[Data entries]

══════════

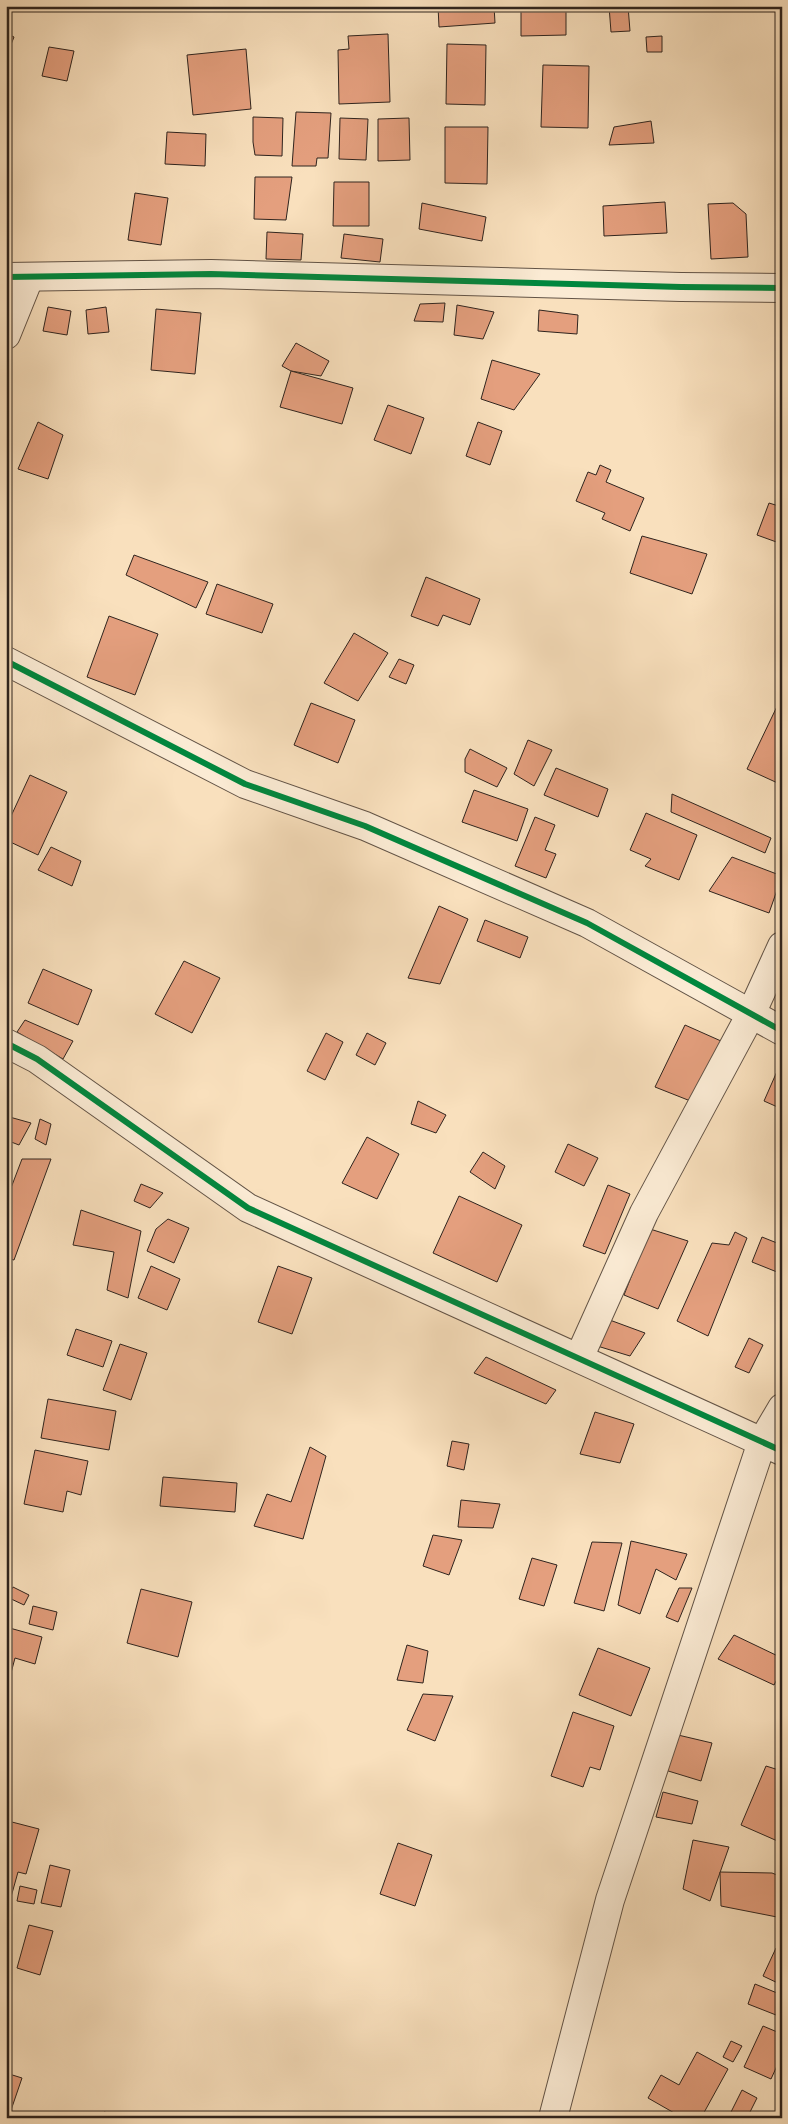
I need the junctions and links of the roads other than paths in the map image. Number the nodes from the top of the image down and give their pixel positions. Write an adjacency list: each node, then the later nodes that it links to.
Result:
1 (18, 278): 2 (street); 3 (street)
2 (782, 288)
3 (6, 334)
4 (6, 660): 6 (street)
5 (782, 946): 6 (street)
6 (751, 1014): 7 (street); 9 (street)
7 (782, 1031)
8 (6, 1043): 9 (street)
9 (579, 1358): 11 (street)
10 (782, 1408): 11 (street)
11 (772, 1446): 12 (street)
12 (553, 2118)

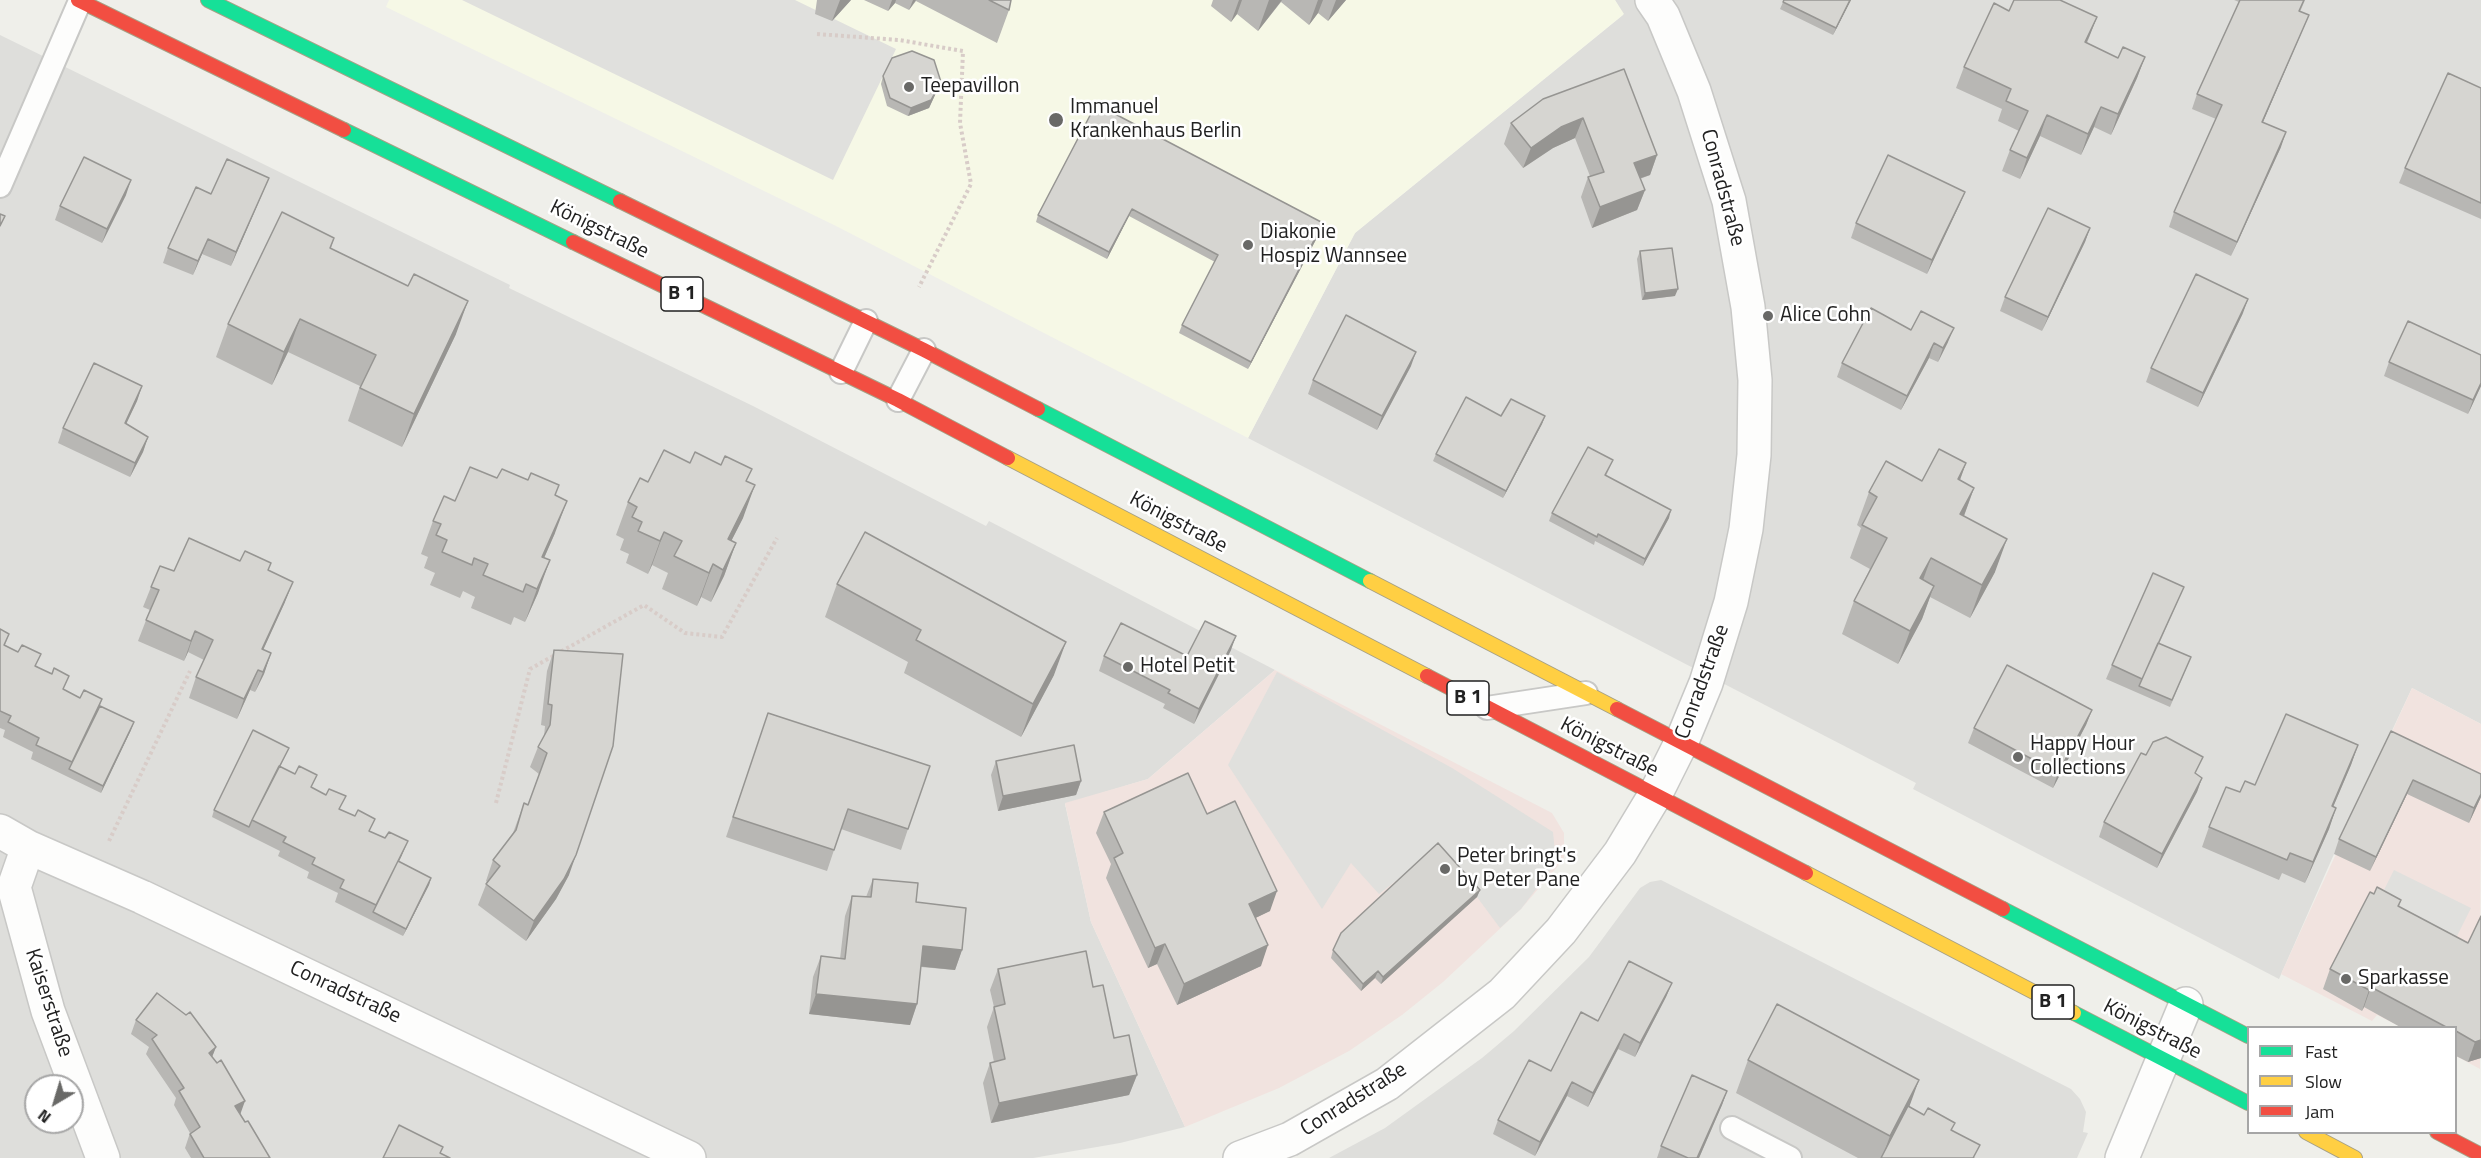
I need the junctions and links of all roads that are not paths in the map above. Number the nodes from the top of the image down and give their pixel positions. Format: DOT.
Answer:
graph roads {
  1 [pos="208,0"];
  2 [pos="79,1"];
  3 [pos="1662,5"];
  4 [pos="0,186"];
  5 [pos="866,321"];
  6 [pos="924,350"];
  7 [pos="841,372"];
  8 [pos="898,400"];
  9 [pos="1586,693"];
  10 [pos="1487,708"];
  11 [pos="1682,741"];
  12 [pos="1655,795"];
  13 [pos="0,831"];
  14 [pos="28,847"];
  15 [pos="2186,1004"];
  16 [pos="2247,1035"];
  17 [pos="2163,1059"];
  18 [pos="2247,1102"];
  19 [pos="1732,1128"];
  20 [pos="2310,1134"];
  21 [pos="2441,1134"];
  22 [pos="2481,1155"];
  23 [pos="103,1158"];
  24 [pos="689,1158"];
  25 [pos="1240,1158"];
  26 [pos="1790,1158"];
  27 [pos="2122,1158"];
  28 [pos="2355,1158"];
  1 -- 5 [label="main road, Königstraße"];
  2 -- 4 [label="lane"];
  2 -- 7 [label="main road, Königstraße / B 1"];
  3 -- 11 [label="street, Conradstraße"];
  5 -- 6 [label="main road, Königstraße"];
  5 -- 7 [label="lane"];
  6 -- 8 [label="lane"];
  6 -- 9 [label="main road, Königstraße"];
  7 -- 8 [label="main road, Königstraße / B 1"];
  8 -- 10 [label="main road, Königstraße / B 1"];
  9 -- 10 [label="lane"];
  9 -- 11 [label="main road, Königstraße"];
  10 -- 12 [label="main road, Königstraße / B 1"];
  11 -- 12 [label="street, Conradstraße"];
  11 -- 15 [label="main road, Königstraße"];
  12 -- 17 [label="main road, Königstraße / B 1"];
  12 -- 25 [label="street, Conradstraße"];
  13 -- 14 [label="street, Conradstraße"];
  14 -- 23 [label="street, Kaiserstraße"];
  14 -- 24 [label="street, Conradstraße"];
  15 -- 16 [label="main road, Königstraße"];
  15 -- 17 [label="street"];
  17 -- 18 [label="main road, Königstraße / B 1"];
  17 -- 27 [label="street"];
  19 -- 26 [label="lane"];
  20 -- 28 [label="main road"];
  21 -- 22 [label="main road"];
}
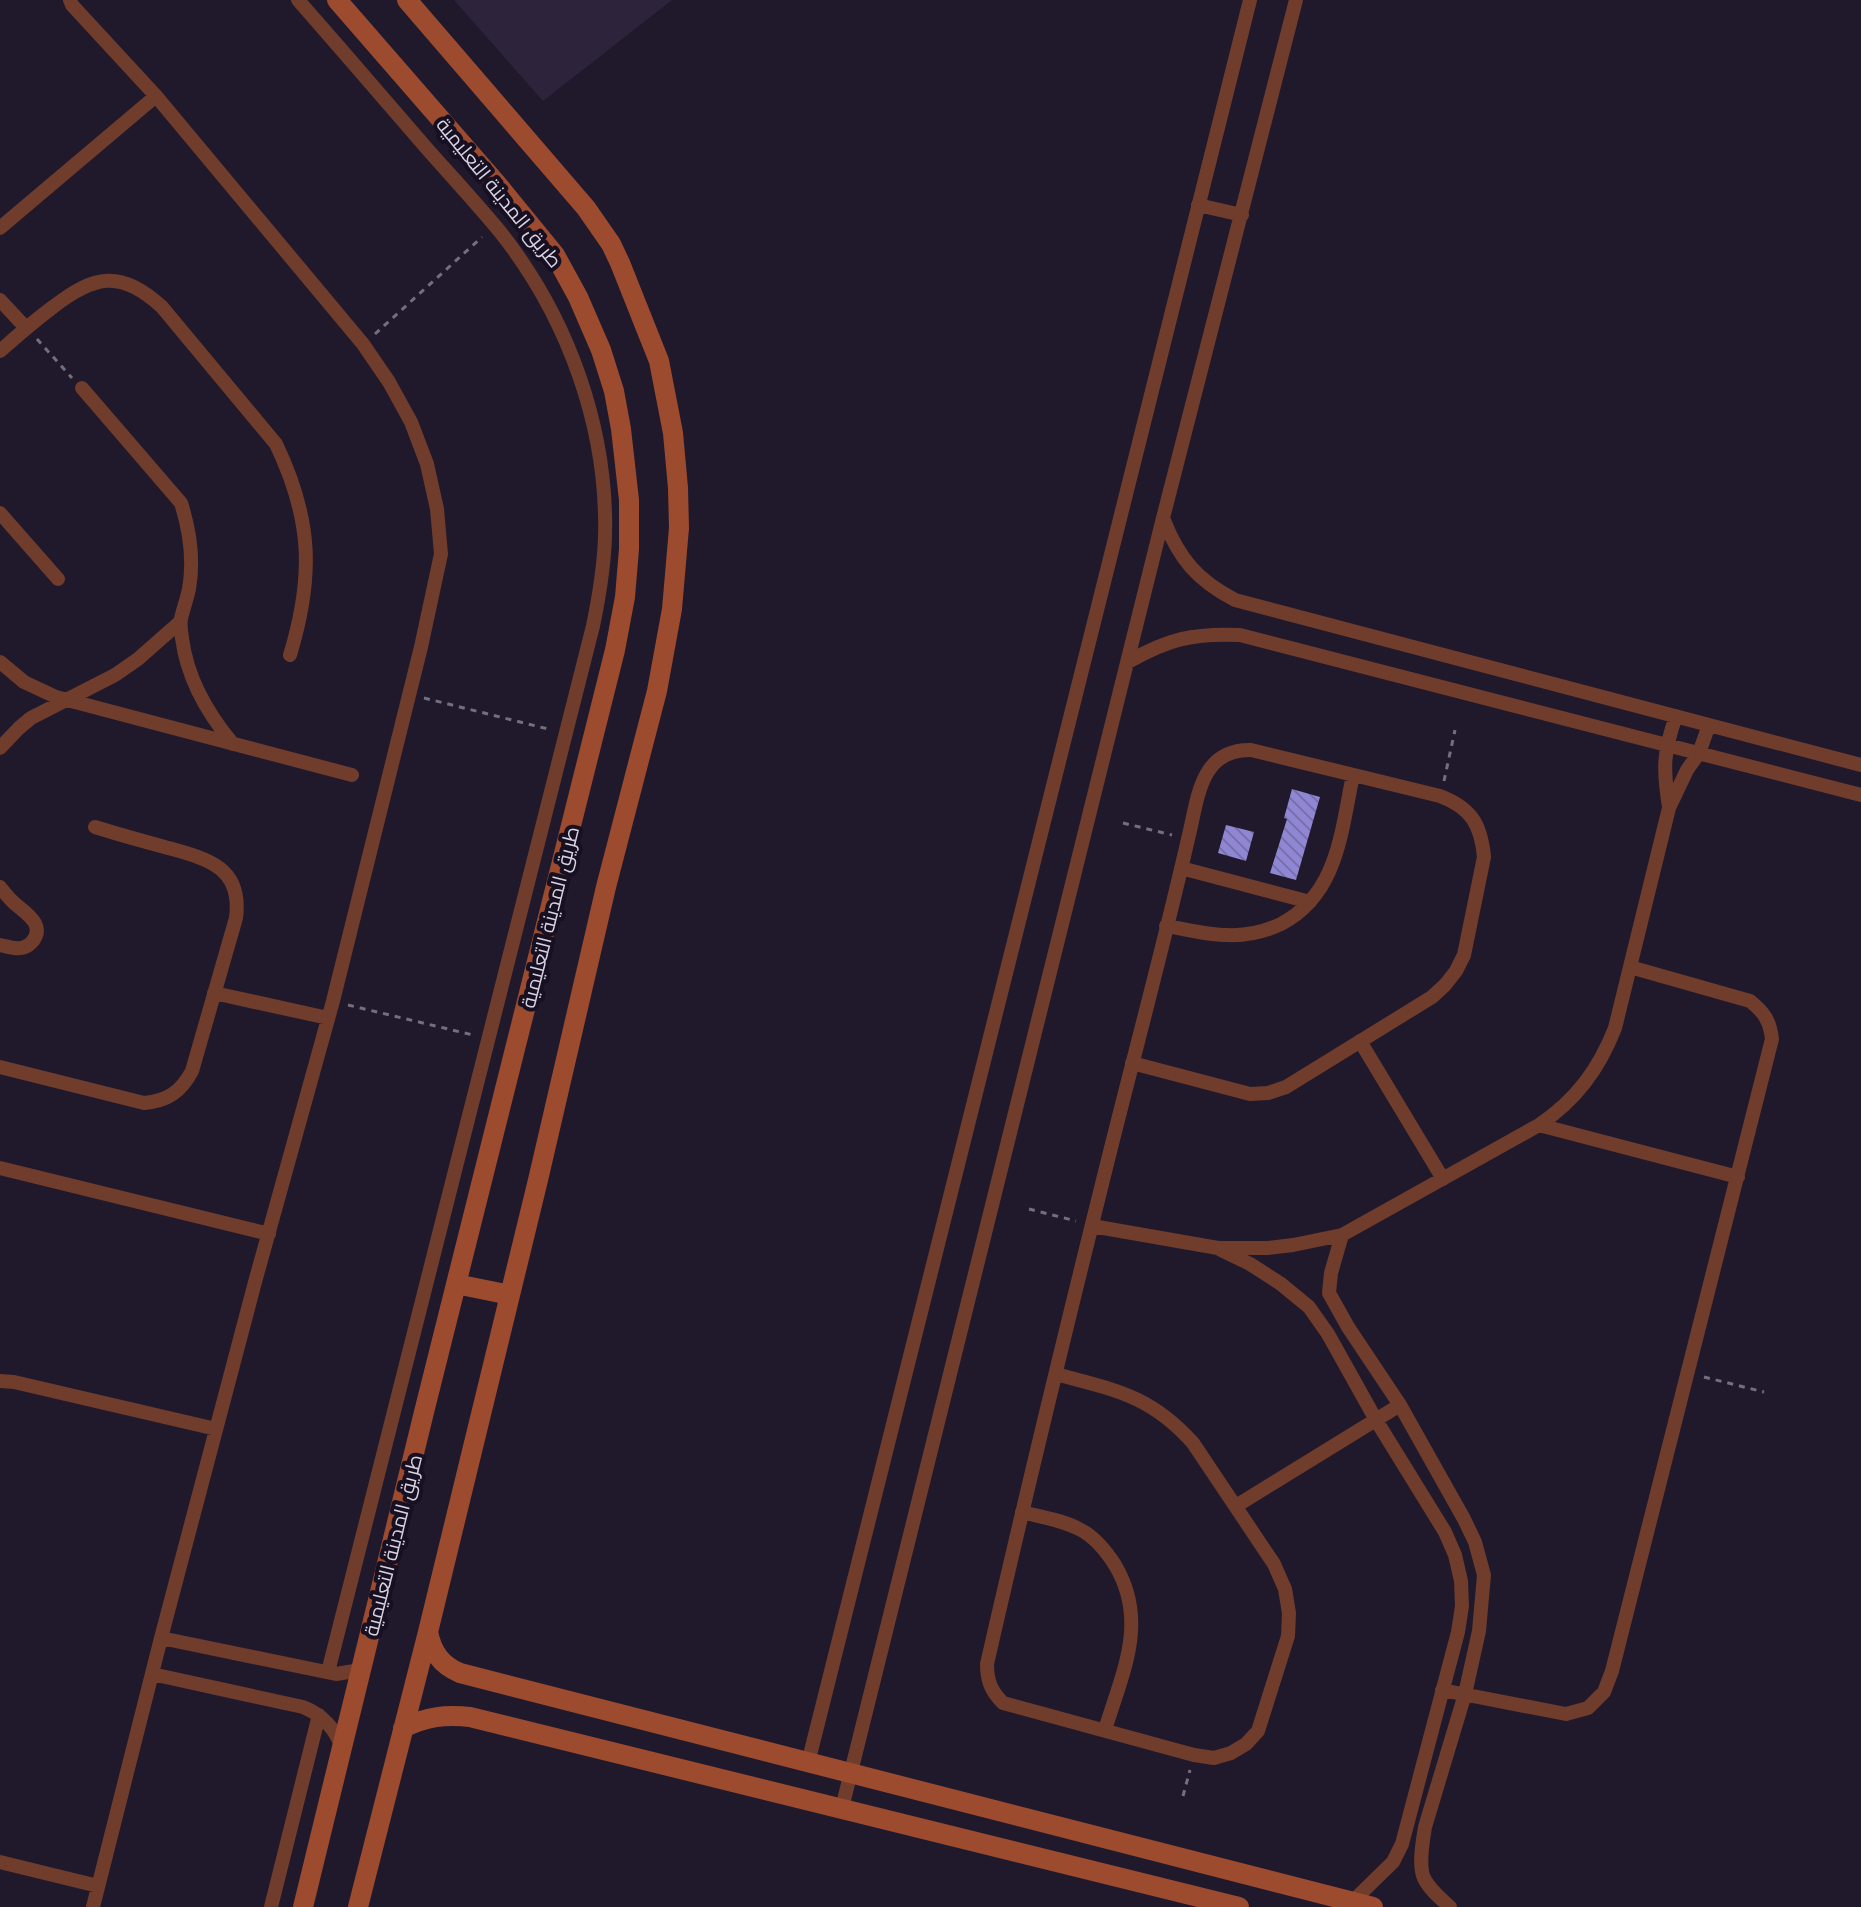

══════════

## PROMPT
If a line of the entries holds the word "paths", copy it out.

## TASK ANSWER
I need the junctions and links of the roads other than paths in the map image. Number the nodes from the top of the image down and give their pixel positions. Write an adjacency list: each node, then the later nodes that it links to.
I need the junctions and links of all roads that are not paths in the map above. Number the nodes from the top of the image down and give their pixel positions. Format: DOT.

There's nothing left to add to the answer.